**PROBLEM STATEMENT**
In the entries that follow, how many lines contain "dead"? Please reply with only the number.

**PROVIDED INFORMATION**
-*-*-
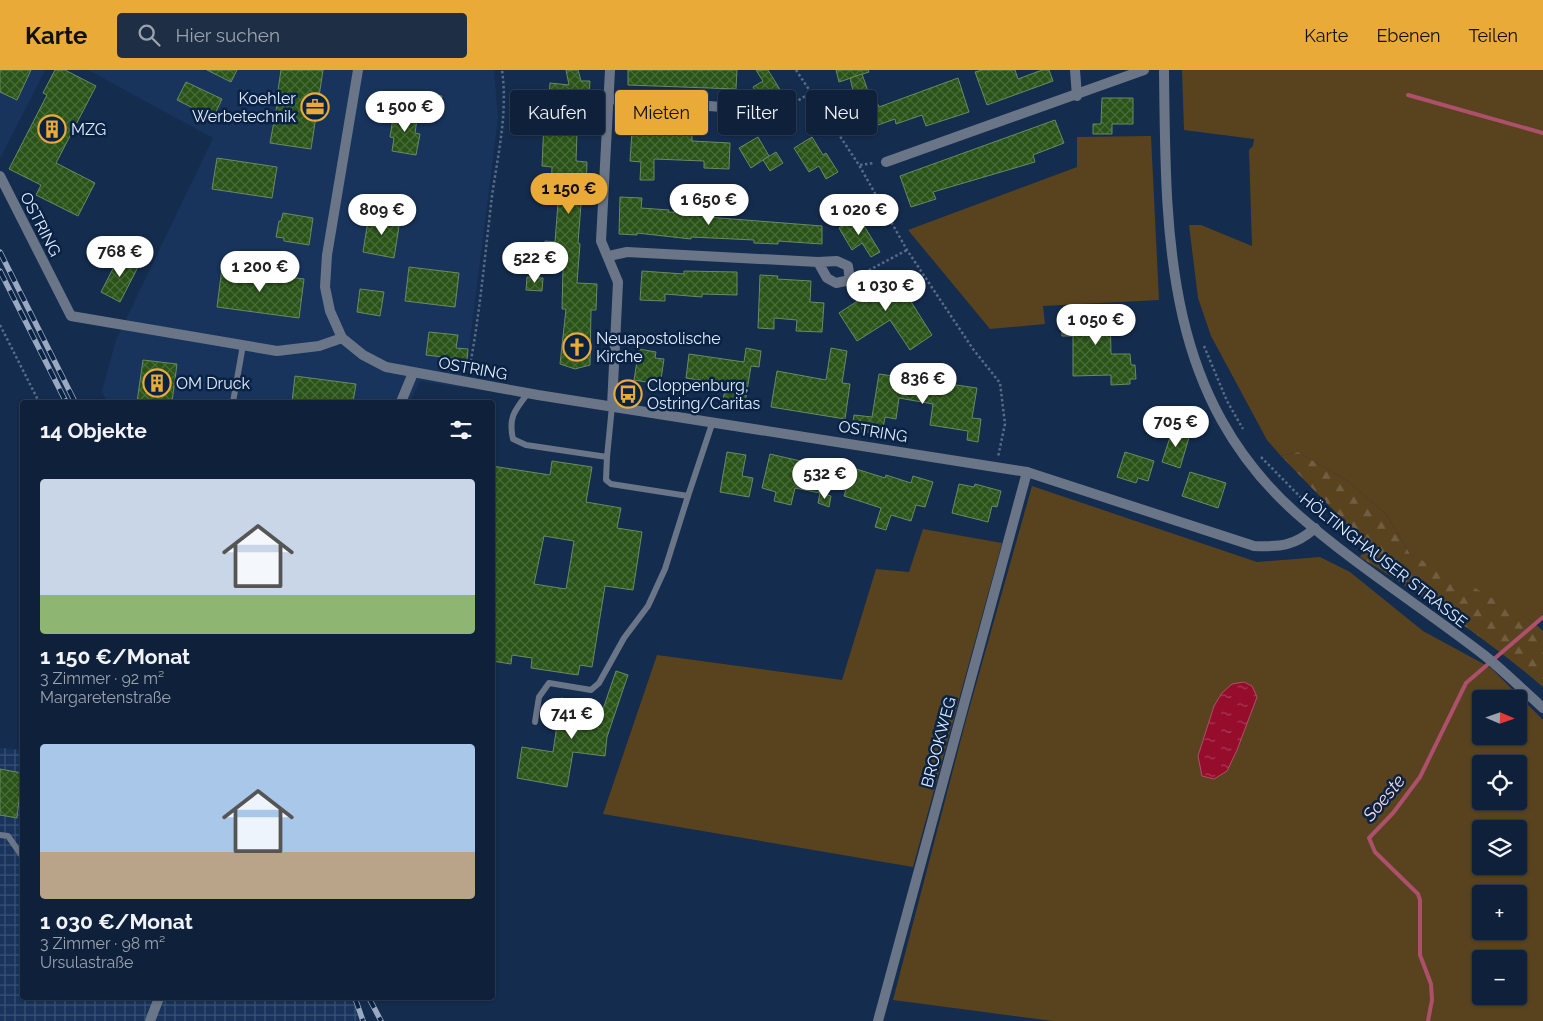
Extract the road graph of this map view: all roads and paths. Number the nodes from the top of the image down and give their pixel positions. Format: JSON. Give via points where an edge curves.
{"nodes":[{"id":1,"x":358,"y":70,"type":"edge"},
{"id":2,"x":502,"y":70,"type":"edge"},
{"id":3,"x":610,"y":70,"type":"edge"},
{"id":4,"x":796,"y":70,"type":"edge"},
{"id":5,"x":1075,"y":70,"type":"edge"},
{"id":6,"x":1144,"y":70,"type":"edge"},
{"id":7,"x":1164,"y":70,"type":"edge"},
{"id":8,"x":808,"y":90,"type":"edge"},
{"id":9,"x":1077,"y":96,"type":"junction"},
{"id":10,"x":608,"y":99,"type":"junction"},
{"id":11,"x":718,"y":107,"type":"edge"},
{"id":12,"x":839,"y":135,"type":"edge"},
{"id":13,"x":886,"y":162,"type":"joint"},
{"id":14,"x":859,"y":165,"type":"junction"},
{"id":15,"x":0,"y":176,"type":"edge"},
{"id":16,"x":907,"y":250,"type":"junction"},
{"id":17,"x":609,"y":256,"type":"junction"},
{"id":18,"x":818,"y":262,"type":"junction"},
{"id":19,"x":850,"y":280,"type":"junction"},
{"id":20,"x":0,"y":325,"type":"edge"},
{"id":21,"x":342,"y":338,"type":"junction"},
{"id":22,"x":1204,"y":344,"type":"dead end"},
{"id":23,"x":243,"y":345,"type":"junction"},
{"id":24,"x":413,"y":373,"type":"junction"},
{"id":25,"x":467,"y":381,"type":"junction"},
{"id":26,"x":528,"y":393,"type":"junction"},
{"id":27,"x":38,"y":400,"type":"edge"},
{"id":28,"x":233,"y":400,"type":"edge"},
{"id":29,"x":402,"y":400,"type":"edge"},
{"id":30,"x":612,"y":406,"type":"junction"},
{"id":31,"x":713,"y":421,"type":"junction"},
{"id":32,"x":1247,"y":435,"type":"dead end"},
{"id":33,"x":1257,"y":452,"type":"dead end"},
{"id":34,"x":607,"y":457,"type":"junction"},
{"id":35,"x":996,"y":466,"type":"junction"},
{"id":36,"x":1027,"y":472,"type":"junction"},
{"id":37,"x":688,"y":496,"type":"junction"},
{"id":38,"x":1323,"y":519,"type":"dead end"},
{"id":39,"x":1315,"y":528,"type":"junction"},
{"id":40,"x":1381,"y":564,"type":"dead end"},
{"id":41,"x":1456,"y":618,"type":"dead end"},
{"id":42,"x":1543,"y":708,"type":"edge"},
{"id":43,"x":536,"y":722,"type":"dead end"},
{"id":44,"x":0,"y":835,"type":"edge"},
{"id":45,"x":20,"y":853,"type":"edge"},
{"id":46,"x":155,"y":1000,"type":"edge"},
{"id":47,"x":150,"y":1021,"type":"edge"},
{"id":48,"x":878,"y":1021,"type":"edge"}],
"edges":[{"from":1,"to":21,"type":"street","via":[[327,255],[326,287],[330,311]]},
{"from":2,"to":25,"type":"path","via":[[504,120],[492,195],[478,327]]},
{"from":3,"to":10,"type":"street"},
{"from":4,"to":8,"type":"path"},
{"from":5,"to":9,"type":"street"},
{"from":6,"to":9,"type":"street"},
{"from":7,"to":39,"type":"street","name":"HÖLTINGHAUSER STRASSE","via":[[1170,250],[1188,342],[1215,409],[1251,465]]},
{"from":9,"to":13,"type":"street"},
{"from":10,"to":11,"type":"street"},
{"from":10,"to":17,"type":"street","via":[[601,240]]},
{"from":12,"to":14,"type":"path"},
{"from":13,"to":14,"type":"path"},
{"from":14,"to":16,"type":"path"},
{"from":15,"to":23,"type":"street","name":"OSTRING","via":[[70,316]]},
{"from":16,"to":19,"type":"path"},
{"from":16,"to":35,"type":"path","via":[[1000,383],[1005,424]]},
{"from":17,"to":18,"type":"street","via":[[627,252]]},
{"from":17,"to":30,"type":"street","via":[[618,282]]},
{"from":18,"to":19,"type":"street","via":[[827,278],[836,283]]},
{"from":18,"to":19,"type":"street","via":[[837,261],[848,266]]},
{"from":20,"to":27,"type":"path"},
{"from":21,"to":23,"type":"street","name":"OSTRING","via":[[318,346],[277,351]]},
{"from":21,"to":24,"type":"street","name":"OSTRING","via":[[363,355],[386,367]]},
{"from":22,"to":32,"type":"path","via":[[1227,401]]},
{"from":23,"to":28,"type":"lane"},
{"from":24,"to":25,"type":"street","name":"OSTRING"},
{"from":24,"to":29,"type":"street","name":"OSTRING"},
{"from":25,"to":26,"type":"street","name":"OSTRING"},
{"from":26,"to":30,"type":"street","name":"OSTRING"},
{"from":26,"to":34,"type":"lane","via":[[514,412],[510,425],[513,439],[526,446]]},
{"from":30,"to":31,"type":"street","name":"OSTRING"},
{"from":30,"to":34,"type":"lane"},
{"from":31,"to":35,"type":"street","name":"OSTRING"},
{"from":31,"to":37,"type":"lane"},
{"from":33,"to":38,"type":"path"},
{"from":34,"to":37,"type":"lane","via":[[605,474],[611,484]]},
{"from":35,"to":36,"type":"street","name":"OSTRING"},
{"from":36,"to":39,"type":"street","name":"OSTRING","via":[[1254,546],[1278,547],[1302,540]]},
{"from":36,"to":48,"type":"street","name":"BROOKWEG"},
{"from":37,"to":43,"type":"lane","via":[[665,569],[648,606],[624,638],[599,683],[591,690],[549,683],[540,697]]},
{"from":39,"to":42,"type":"street","name":"HÖLTINGHAUSER STRASSE","via":[[1482,654]]},
{"from":40,"to":41,"type":"path"},
{"from":44,"to":45,"type":"lane","via":[[8,836]]},
{"from":46,"to":47,"type":"street"}]}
-*-*-
**ANSWER BOX**
7